## WHAT THIS TASK INVOLVES
The output should be all entries, each matching the original exactly.

※ ※ ※

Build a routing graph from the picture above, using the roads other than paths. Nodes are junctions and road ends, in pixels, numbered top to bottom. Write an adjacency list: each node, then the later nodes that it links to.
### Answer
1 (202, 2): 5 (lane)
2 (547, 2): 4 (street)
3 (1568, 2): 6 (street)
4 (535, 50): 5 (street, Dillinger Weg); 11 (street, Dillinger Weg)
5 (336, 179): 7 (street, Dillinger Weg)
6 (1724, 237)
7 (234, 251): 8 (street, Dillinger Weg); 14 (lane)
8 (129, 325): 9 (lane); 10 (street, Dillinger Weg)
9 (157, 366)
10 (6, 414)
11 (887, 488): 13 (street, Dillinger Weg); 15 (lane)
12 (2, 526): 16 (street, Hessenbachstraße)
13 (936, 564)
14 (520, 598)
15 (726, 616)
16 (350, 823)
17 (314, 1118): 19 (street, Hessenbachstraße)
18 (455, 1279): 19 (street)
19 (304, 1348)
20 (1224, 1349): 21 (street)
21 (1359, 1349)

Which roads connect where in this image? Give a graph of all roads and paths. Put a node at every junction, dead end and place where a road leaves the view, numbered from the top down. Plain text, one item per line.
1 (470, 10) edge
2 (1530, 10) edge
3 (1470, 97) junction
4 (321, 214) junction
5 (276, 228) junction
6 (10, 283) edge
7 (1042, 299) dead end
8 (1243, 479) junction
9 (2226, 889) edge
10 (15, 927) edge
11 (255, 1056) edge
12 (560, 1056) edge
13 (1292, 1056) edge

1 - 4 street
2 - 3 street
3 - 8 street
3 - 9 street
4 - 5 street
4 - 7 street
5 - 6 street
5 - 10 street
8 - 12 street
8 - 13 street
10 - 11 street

※ ※ ※

## SOLUTION
Build a routing graph from the picture above, using the roads other than paths. Nodes are junctions and road ends, in pixels, numbered top to bottom. Write an adjacency list: each node, then the later nodes that it links to.
### Answer
1 (202, 2): 5 (lane)
2 (547, 2): 4 (street)
3 (1568, 2): 6 (street)
4 (535, 50): 5 (street, Dillinger Weg); 11 (street, Dillinger Weg)
5 (336, 179): 7 (street, Dillinger Weg)
6 (1724, 237)
7 (234, 251): 8 (street, Dillinger Weg); 14 (lane)
8 (129, 325): 9 (lane); 10 (street, Dillinger Weg)
9 (157, 366)
10 (6, 414)
11 (887, 488): 13 (street, Dillinger Weg); 15 (lane)
12 (2, 526): 16 (street, Hessenbachstraße)
13 (936, 564)
14 (520, 598)
15 (726, 616)
16 (350, 823)
17 (314, 1118): 19 (street, Hessenbachstraße)
18 (455, 1279): 19 (street)
19 (304, 1348)
20 (1224, 1349): 21 (street)
21 (1359, 1349)

Which roads connect where in this image? Give a graph of all roads and paths. Put a node at every junction, dead end and place where a road leaves the view, numbered from the top down. Plain text, one item per line.
1 (470, 10) edge
2 (1530, 10) edge
3 (1470, 97) junction
4 (321, 214) junction
5 (276, 228) junction
6 (10, 283) edge
7 (1042, 299) dead end
8 (1243, 479) junction
9 (2226, 889) edge
10 (15, 927) edge
11 (255, 1056) edge
12 (560, 1056) edge
13 (1292, 1056) edge

1 - 4 street
2 - 3 street
3 - 8 street
3 - 9 street
4 - 5 street
4 - 7 street
5 - 6 street
5 - 10 street
8 - 12 street
8 - 13 street
10 - 11 street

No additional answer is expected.